Antitumor hormone drug. Finasteride - a synthetic 4-azasteroid compound, a competitive and specific inhibitor of steroid 5-alpha-reductase, an intracellular enzyme that converts testosterone in the more active androgen 5-alpha-dihydrotestosterone. The growth of prostate tissue and the development of benign hyperplasia are due to the conversion of testosterone to dihydrotestosterone in the cells of the prostate gland. Oppressing the stimulating effect of testosterone on tumor development. Under the influence of finasteride, there is a significant reduction in the concentration of 5-alpha-dihydrotestosterone in the blood plasma and in the tissue of the prostate gland within 24 hours after oral administration, which is accompanied by a decrease in the volume of the prostate gland, an increase in the maximum urinary flow rate and a decrease in urinary tract obstruction symptoms.

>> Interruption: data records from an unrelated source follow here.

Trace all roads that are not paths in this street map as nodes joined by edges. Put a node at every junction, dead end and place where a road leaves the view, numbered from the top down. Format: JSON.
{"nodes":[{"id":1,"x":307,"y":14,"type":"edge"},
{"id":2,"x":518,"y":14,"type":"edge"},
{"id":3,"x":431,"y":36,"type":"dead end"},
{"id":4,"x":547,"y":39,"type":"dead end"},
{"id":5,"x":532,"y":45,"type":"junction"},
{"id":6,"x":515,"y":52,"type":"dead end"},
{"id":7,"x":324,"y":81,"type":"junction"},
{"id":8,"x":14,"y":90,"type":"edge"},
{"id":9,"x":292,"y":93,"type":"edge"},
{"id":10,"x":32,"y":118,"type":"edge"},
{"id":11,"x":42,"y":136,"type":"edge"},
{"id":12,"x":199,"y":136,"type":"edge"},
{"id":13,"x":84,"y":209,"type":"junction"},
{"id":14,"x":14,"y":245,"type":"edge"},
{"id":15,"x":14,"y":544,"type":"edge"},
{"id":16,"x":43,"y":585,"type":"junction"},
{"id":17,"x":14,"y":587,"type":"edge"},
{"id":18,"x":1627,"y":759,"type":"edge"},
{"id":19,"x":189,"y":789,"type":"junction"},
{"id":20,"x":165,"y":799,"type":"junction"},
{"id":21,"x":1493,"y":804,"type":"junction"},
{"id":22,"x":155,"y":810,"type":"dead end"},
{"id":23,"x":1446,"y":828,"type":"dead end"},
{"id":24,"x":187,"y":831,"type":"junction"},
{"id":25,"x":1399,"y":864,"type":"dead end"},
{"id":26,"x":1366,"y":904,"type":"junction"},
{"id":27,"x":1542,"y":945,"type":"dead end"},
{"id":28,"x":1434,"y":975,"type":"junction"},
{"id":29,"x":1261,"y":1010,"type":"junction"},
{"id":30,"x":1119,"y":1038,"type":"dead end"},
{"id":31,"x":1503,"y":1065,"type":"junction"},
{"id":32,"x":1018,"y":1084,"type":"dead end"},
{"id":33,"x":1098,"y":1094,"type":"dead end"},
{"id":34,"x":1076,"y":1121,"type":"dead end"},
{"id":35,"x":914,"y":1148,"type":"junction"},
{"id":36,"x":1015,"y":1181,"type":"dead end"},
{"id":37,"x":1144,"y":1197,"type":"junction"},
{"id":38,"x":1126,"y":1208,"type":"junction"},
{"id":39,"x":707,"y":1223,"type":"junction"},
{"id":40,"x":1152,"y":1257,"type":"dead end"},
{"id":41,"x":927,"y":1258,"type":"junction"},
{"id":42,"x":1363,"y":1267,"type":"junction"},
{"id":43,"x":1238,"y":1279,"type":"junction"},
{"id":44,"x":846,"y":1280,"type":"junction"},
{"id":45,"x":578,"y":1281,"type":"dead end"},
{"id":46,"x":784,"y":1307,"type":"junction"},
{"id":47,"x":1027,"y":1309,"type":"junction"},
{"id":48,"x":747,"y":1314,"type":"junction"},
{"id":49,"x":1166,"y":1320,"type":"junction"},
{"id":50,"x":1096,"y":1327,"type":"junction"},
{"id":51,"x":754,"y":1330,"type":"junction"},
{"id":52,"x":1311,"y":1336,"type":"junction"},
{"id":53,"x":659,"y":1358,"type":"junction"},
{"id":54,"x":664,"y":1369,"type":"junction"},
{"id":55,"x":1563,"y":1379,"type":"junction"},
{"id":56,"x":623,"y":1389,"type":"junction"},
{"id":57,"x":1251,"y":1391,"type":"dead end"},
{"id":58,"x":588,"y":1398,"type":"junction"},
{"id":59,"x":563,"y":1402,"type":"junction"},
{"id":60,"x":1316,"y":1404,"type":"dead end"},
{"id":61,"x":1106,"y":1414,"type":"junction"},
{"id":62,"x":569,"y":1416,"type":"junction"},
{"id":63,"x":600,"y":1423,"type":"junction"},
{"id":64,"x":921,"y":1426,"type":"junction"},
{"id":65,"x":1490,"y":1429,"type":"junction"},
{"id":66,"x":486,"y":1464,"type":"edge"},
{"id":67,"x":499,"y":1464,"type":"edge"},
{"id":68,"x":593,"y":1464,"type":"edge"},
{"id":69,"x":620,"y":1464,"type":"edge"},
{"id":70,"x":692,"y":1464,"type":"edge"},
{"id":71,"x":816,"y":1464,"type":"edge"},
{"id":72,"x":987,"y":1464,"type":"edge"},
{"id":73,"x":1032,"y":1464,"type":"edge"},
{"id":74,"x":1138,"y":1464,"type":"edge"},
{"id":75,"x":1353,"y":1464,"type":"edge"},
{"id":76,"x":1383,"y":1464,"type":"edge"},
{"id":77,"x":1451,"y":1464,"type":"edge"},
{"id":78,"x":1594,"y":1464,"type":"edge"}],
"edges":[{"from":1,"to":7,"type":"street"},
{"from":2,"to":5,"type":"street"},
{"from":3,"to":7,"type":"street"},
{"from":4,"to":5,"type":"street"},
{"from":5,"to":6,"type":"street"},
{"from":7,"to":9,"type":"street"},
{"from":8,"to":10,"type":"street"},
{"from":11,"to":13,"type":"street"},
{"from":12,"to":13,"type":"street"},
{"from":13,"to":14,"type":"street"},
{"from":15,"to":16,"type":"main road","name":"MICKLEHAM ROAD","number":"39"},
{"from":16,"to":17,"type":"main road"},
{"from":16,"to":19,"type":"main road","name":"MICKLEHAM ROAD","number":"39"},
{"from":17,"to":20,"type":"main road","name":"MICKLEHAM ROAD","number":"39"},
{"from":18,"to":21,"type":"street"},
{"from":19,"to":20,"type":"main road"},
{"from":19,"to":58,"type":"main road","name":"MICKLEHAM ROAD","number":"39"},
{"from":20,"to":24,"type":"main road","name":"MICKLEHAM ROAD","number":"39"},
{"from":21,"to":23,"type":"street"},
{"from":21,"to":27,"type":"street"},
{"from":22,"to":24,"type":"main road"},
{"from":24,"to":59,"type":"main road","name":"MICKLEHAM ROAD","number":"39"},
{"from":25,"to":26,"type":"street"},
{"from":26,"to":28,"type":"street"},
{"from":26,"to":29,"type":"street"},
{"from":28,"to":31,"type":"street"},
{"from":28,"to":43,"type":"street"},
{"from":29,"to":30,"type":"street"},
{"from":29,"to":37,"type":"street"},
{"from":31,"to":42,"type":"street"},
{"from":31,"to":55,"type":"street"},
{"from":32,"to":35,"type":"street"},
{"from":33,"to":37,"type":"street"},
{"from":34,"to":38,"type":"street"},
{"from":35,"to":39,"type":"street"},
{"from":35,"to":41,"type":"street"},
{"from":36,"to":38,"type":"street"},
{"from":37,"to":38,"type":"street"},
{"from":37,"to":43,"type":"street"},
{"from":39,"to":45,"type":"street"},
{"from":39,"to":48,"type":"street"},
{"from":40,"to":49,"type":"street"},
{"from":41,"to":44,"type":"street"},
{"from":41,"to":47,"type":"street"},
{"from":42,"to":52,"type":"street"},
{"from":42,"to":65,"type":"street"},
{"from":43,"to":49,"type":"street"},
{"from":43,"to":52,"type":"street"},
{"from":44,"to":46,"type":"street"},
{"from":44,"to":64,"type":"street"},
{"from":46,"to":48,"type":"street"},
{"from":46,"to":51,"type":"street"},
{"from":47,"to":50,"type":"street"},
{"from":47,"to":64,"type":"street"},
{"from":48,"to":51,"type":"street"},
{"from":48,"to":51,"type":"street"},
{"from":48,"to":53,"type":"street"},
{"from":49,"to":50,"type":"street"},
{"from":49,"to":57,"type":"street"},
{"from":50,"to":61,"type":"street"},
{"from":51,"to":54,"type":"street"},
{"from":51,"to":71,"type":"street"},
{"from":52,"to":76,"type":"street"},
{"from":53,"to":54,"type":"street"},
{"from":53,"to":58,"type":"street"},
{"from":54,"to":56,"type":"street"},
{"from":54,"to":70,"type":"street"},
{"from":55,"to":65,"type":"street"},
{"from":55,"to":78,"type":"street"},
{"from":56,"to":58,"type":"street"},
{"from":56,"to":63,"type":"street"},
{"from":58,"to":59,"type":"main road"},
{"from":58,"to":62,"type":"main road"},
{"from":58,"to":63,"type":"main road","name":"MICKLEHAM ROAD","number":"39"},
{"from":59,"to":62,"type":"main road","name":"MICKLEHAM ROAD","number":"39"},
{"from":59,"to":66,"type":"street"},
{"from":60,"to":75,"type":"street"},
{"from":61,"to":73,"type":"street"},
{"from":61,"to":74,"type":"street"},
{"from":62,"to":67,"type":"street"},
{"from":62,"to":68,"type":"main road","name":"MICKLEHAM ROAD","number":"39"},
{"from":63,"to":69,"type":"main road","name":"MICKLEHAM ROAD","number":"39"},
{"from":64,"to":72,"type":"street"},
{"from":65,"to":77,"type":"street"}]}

With constant admission, a statistically significant effect is recorded after 3 months (decrease in the volume of the gland), 4 months (increase in the maximum urinary flow rate) and 7 months (decrease in the general symptoms and symptoms of obstruction of the urinary tract). Finasteride does not have an affinity for androgen receptors.
The drug has no effect on the level of plasma lipids, as well as on the blood plasma levels of cortisol, estradiol, prolactin, TSH and thyroxine.